The records are to be repeated in full, with the images removed.

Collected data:
####

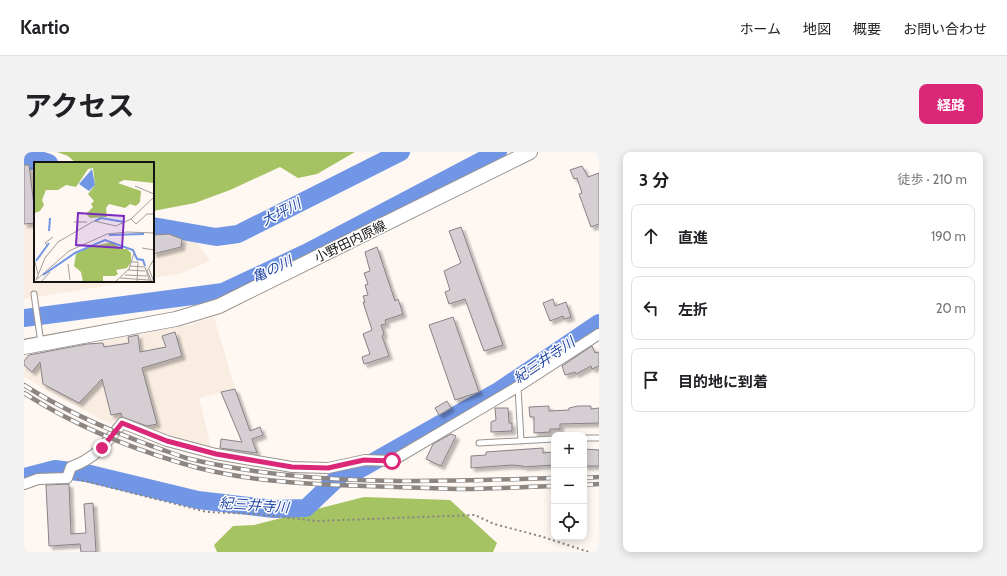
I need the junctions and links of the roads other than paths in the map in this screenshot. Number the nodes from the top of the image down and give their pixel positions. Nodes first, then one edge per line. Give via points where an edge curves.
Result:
1 (530, 152) edge
2 (34, 294) dead end
3 (599, 334) edge
4 (40, 339) junction
5 (24, 347) edge
6 (518, 387) junction
7 (587, 438) edge
8 (599, 438) edge
9 (551, 440) edge
10 (521, 441) junction
11 (478, 443) dead end
12 (24, 484) edge

1 - 4 main road, 小野田内原線 via 219,306 176,319
2 - 4 lane
3 - 6 street
4 - 5 main road, 小野田内原線
6 - 10 lane
6 - 12 street via 392,461 364,460 328,468 292,467 216,454 167,441 122,423 102,448 86,462 68,473
7 - 8 lane
9 - 10 lane
10 - 11 lane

####

Solution to the problem
I need the junctions and links of the roads other than paths in the map in this screenshot. Number the nodes from the top of the image down and give their pixel positions. Nodes first, then one edge per line. Give via points where an edge curves.
Result:
1 (530, 152) edge
2 (34, 294) dead end
3 (599, 334) edge
4 (40, 339) junction
5 (24, 347) edge
6 (518, 387) junction
7 (587, 438) edge
8 (599, 438) edge
9 (551, 440) edge
10 (521, 441) junction
11 (478, 443) dead end
12 (24, 484) edge

1 - 4 main road, 小野田内原線 via 219,306 176,319
2 - 4 lane
3 - 6 street
4 - 5 main road, 小野田内原線
6 - 10 lane
6 - 12 street via 392,461 364,460 328,468 292,467 216,454 167,441 122,423 102,448 86,462 68,473
7 - 8 lane
9 - 10 lane
10 - 11 lane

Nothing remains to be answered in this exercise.